SUPPLIED MATERIAL
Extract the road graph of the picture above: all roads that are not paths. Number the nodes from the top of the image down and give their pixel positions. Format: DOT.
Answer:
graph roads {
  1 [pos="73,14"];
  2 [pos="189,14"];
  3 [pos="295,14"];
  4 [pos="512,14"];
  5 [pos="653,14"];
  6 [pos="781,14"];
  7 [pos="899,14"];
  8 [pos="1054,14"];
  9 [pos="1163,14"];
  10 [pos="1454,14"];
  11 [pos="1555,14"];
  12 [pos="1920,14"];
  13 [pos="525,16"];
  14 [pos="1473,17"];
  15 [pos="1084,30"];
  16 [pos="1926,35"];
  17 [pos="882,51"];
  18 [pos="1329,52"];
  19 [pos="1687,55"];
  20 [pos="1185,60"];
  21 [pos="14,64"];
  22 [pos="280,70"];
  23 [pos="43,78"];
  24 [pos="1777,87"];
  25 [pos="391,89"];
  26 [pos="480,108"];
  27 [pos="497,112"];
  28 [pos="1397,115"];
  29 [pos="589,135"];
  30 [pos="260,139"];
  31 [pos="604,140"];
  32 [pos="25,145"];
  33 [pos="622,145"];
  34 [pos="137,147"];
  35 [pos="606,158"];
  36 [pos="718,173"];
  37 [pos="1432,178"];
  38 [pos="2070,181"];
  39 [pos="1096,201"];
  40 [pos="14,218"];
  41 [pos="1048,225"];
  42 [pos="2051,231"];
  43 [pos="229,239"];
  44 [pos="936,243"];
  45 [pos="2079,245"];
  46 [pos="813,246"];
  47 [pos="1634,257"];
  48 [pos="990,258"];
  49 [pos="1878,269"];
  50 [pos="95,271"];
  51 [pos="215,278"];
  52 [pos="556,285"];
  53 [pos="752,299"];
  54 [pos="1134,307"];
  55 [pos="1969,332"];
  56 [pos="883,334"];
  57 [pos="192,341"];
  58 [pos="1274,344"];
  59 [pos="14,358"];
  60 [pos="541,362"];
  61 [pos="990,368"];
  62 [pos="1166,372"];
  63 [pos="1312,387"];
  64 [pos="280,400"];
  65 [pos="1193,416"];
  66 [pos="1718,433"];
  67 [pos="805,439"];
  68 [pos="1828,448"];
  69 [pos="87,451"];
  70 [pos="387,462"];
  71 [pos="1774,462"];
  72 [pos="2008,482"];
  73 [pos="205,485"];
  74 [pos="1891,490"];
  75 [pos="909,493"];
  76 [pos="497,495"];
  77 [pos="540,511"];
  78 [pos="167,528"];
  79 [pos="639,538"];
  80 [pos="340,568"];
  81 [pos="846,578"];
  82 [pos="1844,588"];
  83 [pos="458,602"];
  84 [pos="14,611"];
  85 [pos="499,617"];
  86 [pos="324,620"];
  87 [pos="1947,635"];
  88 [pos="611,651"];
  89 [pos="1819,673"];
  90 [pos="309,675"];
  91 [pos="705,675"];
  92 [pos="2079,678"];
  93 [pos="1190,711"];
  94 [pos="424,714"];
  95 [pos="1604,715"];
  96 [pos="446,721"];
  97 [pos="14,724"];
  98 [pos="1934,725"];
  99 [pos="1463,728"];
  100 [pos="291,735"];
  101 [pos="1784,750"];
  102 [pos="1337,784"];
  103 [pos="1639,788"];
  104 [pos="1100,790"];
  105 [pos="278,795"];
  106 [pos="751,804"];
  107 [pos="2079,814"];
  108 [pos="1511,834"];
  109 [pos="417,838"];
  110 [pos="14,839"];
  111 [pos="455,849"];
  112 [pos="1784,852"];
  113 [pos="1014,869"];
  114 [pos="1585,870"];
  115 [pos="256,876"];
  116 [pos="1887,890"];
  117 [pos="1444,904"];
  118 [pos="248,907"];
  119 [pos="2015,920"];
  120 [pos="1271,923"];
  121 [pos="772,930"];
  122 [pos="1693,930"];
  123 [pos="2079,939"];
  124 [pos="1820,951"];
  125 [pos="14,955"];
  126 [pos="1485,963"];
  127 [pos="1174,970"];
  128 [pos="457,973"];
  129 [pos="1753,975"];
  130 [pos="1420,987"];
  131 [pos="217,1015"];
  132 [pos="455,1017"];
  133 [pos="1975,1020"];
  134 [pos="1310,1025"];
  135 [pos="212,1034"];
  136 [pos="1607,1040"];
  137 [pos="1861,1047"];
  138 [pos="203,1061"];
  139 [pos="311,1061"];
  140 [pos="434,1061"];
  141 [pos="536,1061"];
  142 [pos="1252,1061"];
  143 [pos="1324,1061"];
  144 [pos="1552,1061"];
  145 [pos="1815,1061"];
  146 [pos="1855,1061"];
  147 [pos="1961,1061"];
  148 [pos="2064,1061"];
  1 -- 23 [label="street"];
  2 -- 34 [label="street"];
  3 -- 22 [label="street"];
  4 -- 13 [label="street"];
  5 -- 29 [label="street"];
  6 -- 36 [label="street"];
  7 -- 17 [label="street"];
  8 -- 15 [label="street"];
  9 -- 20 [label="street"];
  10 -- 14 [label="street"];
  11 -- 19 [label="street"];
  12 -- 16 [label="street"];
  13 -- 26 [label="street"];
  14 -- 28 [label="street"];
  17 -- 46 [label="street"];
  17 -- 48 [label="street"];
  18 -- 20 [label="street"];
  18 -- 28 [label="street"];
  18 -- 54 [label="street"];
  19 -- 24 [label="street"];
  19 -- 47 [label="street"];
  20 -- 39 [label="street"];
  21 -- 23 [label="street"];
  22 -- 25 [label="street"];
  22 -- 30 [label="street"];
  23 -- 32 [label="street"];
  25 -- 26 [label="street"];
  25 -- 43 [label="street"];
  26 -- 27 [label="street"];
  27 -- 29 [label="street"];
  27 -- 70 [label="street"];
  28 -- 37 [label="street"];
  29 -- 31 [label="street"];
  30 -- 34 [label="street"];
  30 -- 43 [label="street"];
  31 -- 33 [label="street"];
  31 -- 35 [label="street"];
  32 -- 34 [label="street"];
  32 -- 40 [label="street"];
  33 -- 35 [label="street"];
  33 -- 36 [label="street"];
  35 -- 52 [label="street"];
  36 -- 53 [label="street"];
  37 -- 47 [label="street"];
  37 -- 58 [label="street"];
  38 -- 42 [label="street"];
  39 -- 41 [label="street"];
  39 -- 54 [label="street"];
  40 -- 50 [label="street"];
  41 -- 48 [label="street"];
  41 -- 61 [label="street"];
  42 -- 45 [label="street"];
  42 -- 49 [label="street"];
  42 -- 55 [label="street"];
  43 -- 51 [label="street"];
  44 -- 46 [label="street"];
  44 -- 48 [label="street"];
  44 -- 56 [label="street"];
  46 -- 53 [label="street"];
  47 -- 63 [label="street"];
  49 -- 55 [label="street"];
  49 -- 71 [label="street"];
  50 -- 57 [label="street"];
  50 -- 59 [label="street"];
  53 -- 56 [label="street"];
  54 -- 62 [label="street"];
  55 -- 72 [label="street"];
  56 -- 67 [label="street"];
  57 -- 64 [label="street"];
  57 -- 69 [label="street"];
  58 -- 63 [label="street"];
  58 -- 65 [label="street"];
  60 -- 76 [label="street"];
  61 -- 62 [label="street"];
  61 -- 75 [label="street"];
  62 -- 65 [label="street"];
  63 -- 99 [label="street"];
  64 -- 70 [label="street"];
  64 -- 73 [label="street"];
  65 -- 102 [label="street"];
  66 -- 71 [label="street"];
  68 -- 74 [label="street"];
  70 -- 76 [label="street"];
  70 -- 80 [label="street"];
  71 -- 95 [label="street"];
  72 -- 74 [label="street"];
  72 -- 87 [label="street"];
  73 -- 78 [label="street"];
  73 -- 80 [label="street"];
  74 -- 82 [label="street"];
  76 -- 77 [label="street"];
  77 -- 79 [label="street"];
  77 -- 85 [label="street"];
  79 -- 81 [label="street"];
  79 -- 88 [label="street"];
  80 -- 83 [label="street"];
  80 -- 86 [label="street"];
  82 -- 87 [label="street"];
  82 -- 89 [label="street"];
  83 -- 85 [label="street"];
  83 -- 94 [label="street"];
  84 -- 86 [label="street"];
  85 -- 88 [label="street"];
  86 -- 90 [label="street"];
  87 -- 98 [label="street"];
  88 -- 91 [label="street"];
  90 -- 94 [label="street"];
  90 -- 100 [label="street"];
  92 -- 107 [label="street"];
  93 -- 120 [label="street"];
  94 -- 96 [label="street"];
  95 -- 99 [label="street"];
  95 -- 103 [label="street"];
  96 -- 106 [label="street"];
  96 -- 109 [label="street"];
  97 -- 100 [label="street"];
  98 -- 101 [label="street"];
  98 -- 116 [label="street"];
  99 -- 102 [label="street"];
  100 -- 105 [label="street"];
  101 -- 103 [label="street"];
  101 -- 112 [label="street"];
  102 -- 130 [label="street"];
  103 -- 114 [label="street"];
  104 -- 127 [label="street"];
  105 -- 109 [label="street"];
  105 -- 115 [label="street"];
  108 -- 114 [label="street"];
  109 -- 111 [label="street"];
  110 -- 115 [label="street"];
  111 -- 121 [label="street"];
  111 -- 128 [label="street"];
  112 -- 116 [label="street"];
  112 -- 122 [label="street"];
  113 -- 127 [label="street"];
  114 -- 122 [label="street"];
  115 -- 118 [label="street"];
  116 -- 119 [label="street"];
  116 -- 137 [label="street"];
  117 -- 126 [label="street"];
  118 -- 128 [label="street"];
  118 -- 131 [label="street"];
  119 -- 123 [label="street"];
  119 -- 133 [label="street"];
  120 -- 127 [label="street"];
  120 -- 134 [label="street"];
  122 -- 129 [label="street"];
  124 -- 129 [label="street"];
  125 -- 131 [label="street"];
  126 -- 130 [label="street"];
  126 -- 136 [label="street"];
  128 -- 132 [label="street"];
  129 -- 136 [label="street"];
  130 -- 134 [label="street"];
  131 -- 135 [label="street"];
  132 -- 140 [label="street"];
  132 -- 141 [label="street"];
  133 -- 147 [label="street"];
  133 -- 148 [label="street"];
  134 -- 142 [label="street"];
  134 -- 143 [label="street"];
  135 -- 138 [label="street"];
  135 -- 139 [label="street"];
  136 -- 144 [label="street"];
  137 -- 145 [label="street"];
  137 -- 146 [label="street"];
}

AIM OF THE TASK
The answer must consist of every line above that holds the string "graph", copied exactly.

RESULT FOR THIS TASK
Extract the road graph of the picture above: all roads that are not paths. Number the nodes from the top of the image down and give their pixel positions. Format: DOT.
graph roads {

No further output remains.